AIM OF THE TASK> Restate the whole of the data below word for word, skipping the images.
----
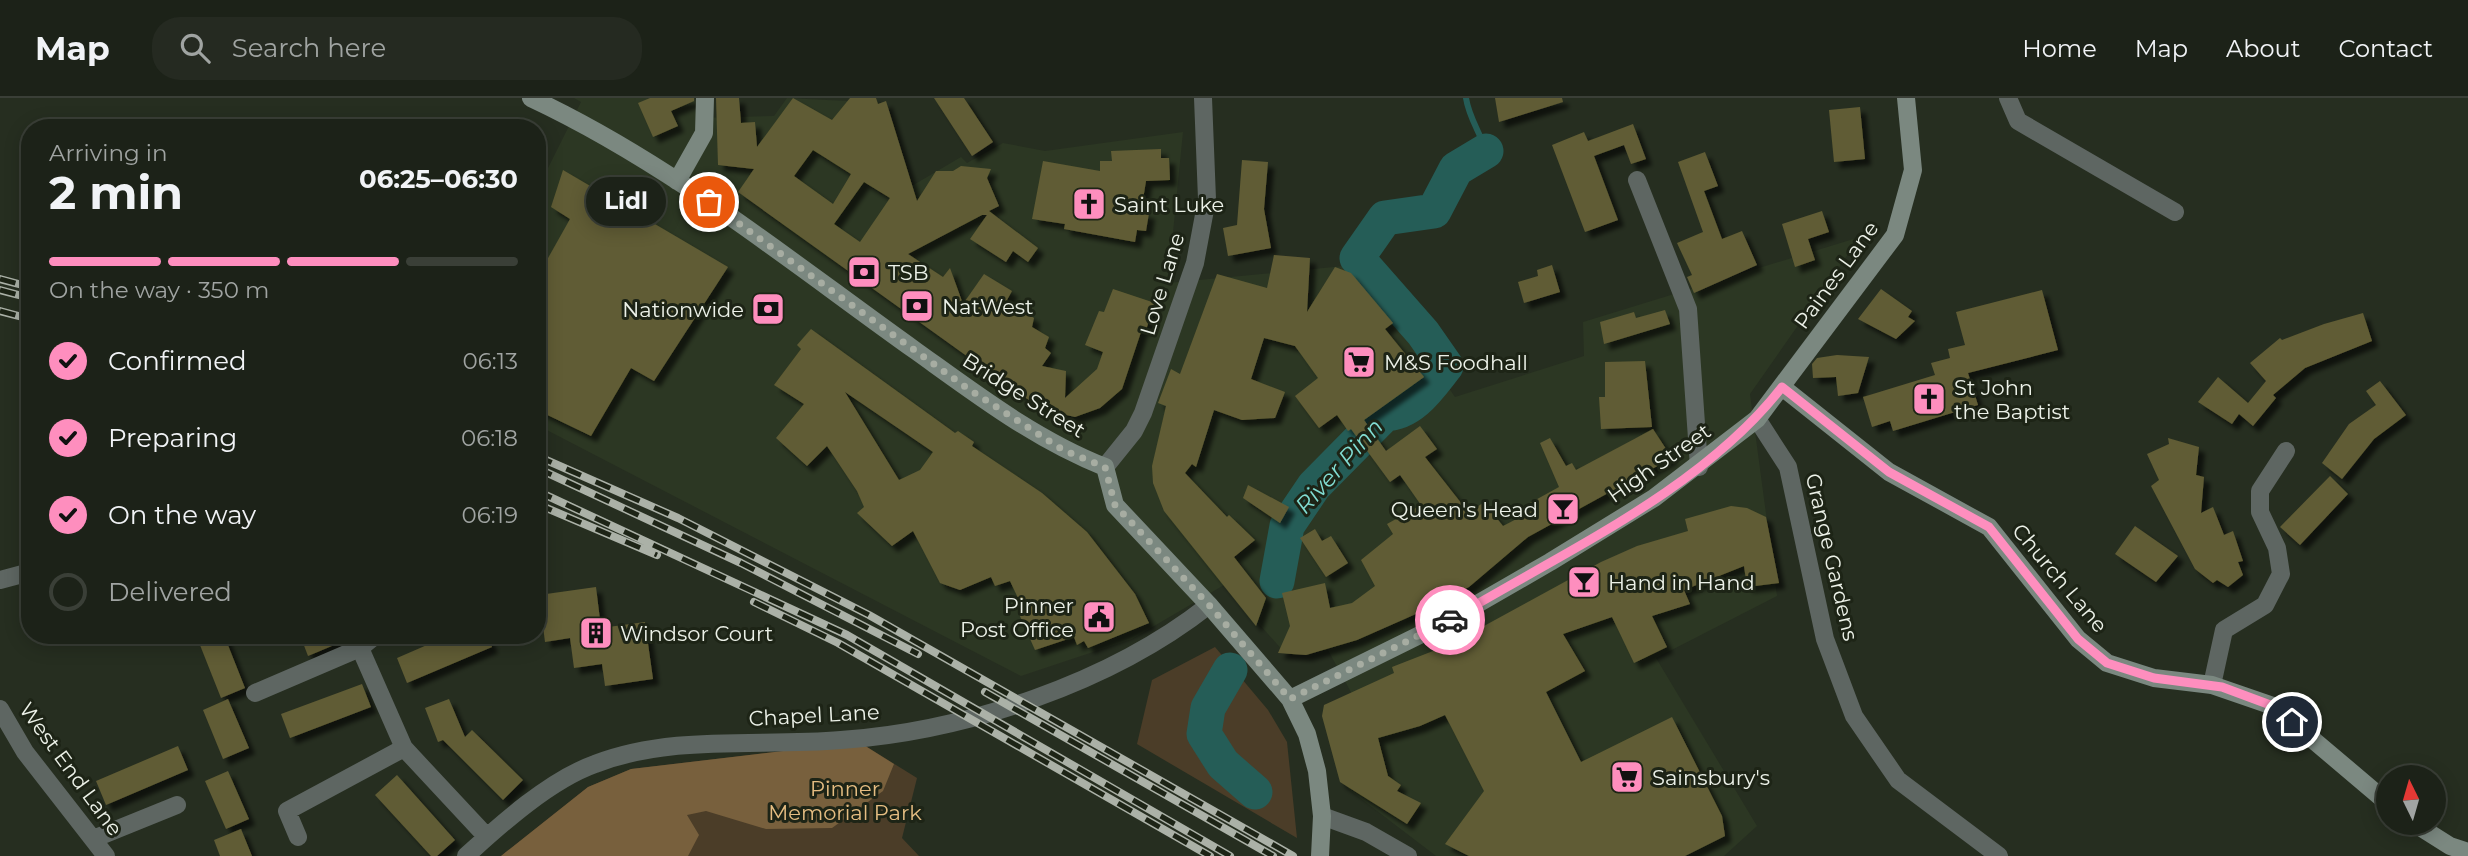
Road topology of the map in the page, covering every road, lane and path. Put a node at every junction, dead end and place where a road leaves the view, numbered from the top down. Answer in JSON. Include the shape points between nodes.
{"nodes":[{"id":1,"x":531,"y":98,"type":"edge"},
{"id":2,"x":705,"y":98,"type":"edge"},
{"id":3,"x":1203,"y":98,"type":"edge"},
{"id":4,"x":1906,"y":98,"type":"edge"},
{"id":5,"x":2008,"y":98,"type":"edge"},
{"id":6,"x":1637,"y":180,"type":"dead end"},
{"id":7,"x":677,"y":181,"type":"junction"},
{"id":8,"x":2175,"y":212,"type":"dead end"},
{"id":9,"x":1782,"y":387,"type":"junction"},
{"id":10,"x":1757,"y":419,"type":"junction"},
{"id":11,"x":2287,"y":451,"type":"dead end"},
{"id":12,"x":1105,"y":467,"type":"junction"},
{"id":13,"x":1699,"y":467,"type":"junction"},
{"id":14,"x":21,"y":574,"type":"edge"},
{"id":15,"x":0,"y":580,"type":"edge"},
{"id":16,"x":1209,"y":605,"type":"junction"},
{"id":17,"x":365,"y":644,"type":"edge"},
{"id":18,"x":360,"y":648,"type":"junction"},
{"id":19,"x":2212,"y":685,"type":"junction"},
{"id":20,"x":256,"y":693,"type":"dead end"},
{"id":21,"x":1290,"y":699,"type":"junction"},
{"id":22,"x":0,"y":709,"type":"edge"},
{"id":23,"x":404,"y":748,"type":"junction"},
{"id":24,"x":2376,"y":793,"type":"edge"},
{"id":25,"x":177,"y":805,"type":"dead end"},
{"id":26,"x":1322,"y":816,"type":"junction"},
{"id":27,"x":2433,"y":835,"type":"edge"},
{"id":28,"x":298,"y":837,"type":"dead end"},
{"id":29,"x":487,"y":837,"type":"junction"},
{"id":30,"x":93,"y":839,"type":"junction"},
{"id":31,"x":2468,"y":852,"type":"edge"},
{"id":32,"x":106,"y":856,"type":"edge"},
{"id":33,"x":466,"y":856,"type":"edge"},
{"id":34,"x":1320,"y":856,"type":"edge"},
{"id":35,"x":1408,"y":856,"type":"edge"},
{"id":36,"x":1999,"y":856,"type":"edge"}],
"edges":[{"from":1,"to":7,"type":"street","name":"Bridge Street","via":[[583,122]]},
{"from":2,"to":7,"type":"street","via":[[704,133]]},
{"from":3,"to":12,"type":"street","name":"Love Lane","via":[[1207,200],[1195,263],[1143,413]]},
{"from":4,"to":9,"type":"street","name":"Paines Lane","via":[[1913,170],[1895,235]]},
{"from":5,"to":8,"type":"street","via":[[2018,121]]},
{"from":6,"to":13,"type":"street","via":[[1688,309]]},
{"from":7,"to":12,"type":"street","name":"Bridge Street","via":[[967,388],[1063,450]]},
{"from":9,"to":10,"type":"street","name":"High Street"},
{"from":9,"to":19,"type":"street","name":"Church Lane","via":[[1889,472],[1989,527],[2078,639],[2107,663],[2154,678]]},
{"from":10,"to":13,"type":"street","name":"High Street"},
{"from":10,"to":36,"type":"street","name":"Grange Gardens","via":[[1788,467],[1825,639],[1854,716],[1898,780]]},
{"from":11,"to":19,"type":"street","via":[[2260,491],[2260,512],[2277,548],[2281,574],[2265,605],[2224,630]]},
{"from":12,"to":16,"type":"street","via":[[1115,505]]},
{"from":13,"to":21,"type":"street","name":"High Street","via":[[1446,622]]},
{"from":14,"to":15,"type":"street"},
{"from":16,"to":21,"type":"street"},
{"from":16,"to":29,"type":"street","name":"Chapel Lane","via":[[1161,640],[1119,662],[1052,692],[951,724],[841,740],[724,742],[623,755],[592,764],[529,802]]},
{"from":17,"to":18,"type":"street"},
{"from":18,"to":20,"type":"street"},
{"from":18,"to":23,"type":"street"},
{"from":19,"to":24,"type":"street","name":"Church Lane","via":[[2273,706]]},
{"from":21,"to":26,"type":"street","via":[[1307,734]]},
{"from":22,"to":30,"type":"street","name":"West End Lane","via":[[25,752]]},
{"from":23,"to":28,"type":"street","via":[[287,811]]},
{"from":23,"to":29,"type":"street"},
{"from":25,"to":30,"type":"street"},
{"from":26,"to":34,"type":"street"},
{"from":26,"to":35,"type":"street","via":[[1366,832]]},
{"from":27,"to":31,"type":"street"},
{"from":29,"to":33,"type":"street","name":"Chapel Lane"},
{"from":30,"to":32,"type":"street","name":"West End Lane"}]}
----
RESPONSE TO THE EXERCISE>
Road topology of the map in the page, covering every road, lane and path. Put a node at every junction, dead end and place where a road leaves the view, numbered from the top down. Answer in JSON. Include the shape points between nodes.
{"nodes":[{"id":1,"x":531,"y":98,"type":"edge"},
{"id":2,"x":705,"y":98,"type":"edge"},
{"id":3,"x":1203,"y":98,"type":"edge"},
{"id":4,"x":1906,"y":98,"type":"edge"},
{"id":5,"x":2008,"y":98,"type":"edge"},
{"id":6,"x":1637,"y":180,"type":"dead end"},
{"id":7,"x":677,"y":181,"type":"junction"},
{"id":8,"x":2175,"y":212,"type":"dead end"},
{"id":9,"x":1782,"y":387,"type":"junction"},
{"id":10,"x":1757,"y":419,"type":"junction"},
{"id":11,"x":2287,"y":451,"type":"dead end"},
{"id":12,"x":1105,"y":467,"type":"junction"},
{"id":13,"x":1699,"y":467,"type":"junction"},
{"id":14,"x":21,"y":574,"type":"edge"},
{"id":15,"x":0,"y":580,"type":"edge"},
{"id":16,"x":1209,"y":605,"type":"junction"},
{"id":17,"x":365,"y":644,"type":"edge"},
{"id":18,"x":360,"y":648,"type":"junction"},
{"id":19,"x":2212,"y":685,"type":"junction"},
{"id":20,"x":256,"y":693,"type":"dead end"},
{"id":21,"x":1290,"y":699,"type":"junction"},
{"id":22,"x":0,"y":709,"type":"edge"},
{"id":23,"x":404,"y":748,"type":"junction"},
{"id":24,"x":2376,"y":793,"type":"edge"},
{"id":25,"x":177,"y":805,"type":"dead end"},
{"id":26,"x":1322,"y":816,"type":"junction"},
{"id":27,"x":2433,"y":835,"type":"edge"},
{"id":28,"x":298,"y":837,"type":"dead end"},
{"id":29,"x":487,"y":837,"type":"junction"},
{"id":30,"x":93,"y":839,"type":"junction"},
{"id":31,"x":2468,"y":852,"type":"edge"},
{"id":32,"x":106,"y":856,"type":"edge"},
{"id":33,"x":466,"y":856,"type":"edge"},
{"id":34,"x":1320,"y":856,"type":"edge"},
{"id":35,"x":1408,"y":856,"type":"edge"},
{"id":36,"x":1999,"y":856,"type":"edge"}],
"edges":[{"from":1,"to":7,"type":"street","name":"Bridge Street","via":[[583,122]]},
{"from":2,"to":7,"type":"street","via":[[704,133]]},
{"from":3,"to":12,"type":"street","name":"Love Lane","via":[[1207,200],[1195,263],[1143,413]]},
{"from":4,"to":9,"type":"street","name":"Paines Lane","via":[[1913,170],[1895,235]]},
{"from":5,"to":8,"type":"street","via":[[2018,121]]},
{"from":6,"to":13,"type":"street","via":[[1688,309]]},
{"from":7,"to":12,"type":"street","name":"Bridge Street","via":[[967,388],[1063,450]]},
{"from":9,"to":10,"type":"street","name":"High Street"},
{"from":9,"to":19,"type":"street","name":"Church Lane","via":[[1889,472],[1989,527],[2078,639],[2107,663],[2154,678]]},
{"from":10,"to":13,"type":"street","name":"High Street"},
{"from":10,"to":36,"type":"street","name":"Grange Gardens","via":[[1788,467],[1825,639],[1854,716],[1898,780]]},
{"from":11,"to":19,"type":"street","via":[[2260,491],[2260,512],[2277,548],[2281,574],[2265,605],[2224,630]]},
{"from":12,"to":16,"type":"street","via":[[1115,505]]},
{"from":13,"to":21,"type":"street","name":"High Street","via":[[1446,622]]},
{"from":14,"to":15,"type":"street"},
{"from":16,"to":21,"type":"street"},
{"from":16,"to":29,"type":"street","name":"Chapel Lane","via":[[1161,640],[1119,662],[1052,692],[951,724],[841,740],[724,742],[623,755],[592,764],[529,802]]},
{"from":17,"to":18,"type":"street"},
{"from":18,"to":20,"type":"street"},
{"from":18,"to":23,"type":"street"},
{"from":19,"to":24,"type":"street","name":"Church Lane","via":[[2273,706]]},
{"from":21,"to":26,"type":"street","via":[[1307,734]]},
{"from":22,"to":30,"type":"street","name":"West End Lane","via":[[25,752]]},
{"from":23,"to":28,"type":"street","via":[[287,811]]},
{"from":23,"to":29,"type":"street"},
{"from":25,"to":30,"type":"street"},
{"from":26,"to":34,"type":"street"},
{"from":26,"to":35,"type":"street","via":[[1366,832]]},
{"from":27,"to":31,"type":"street"},
{"from":29,"to":33,"type":"street","name":"Chapel Lane"},
{"from":30,"to":32,"type":"street","name":"West End Lane"}]}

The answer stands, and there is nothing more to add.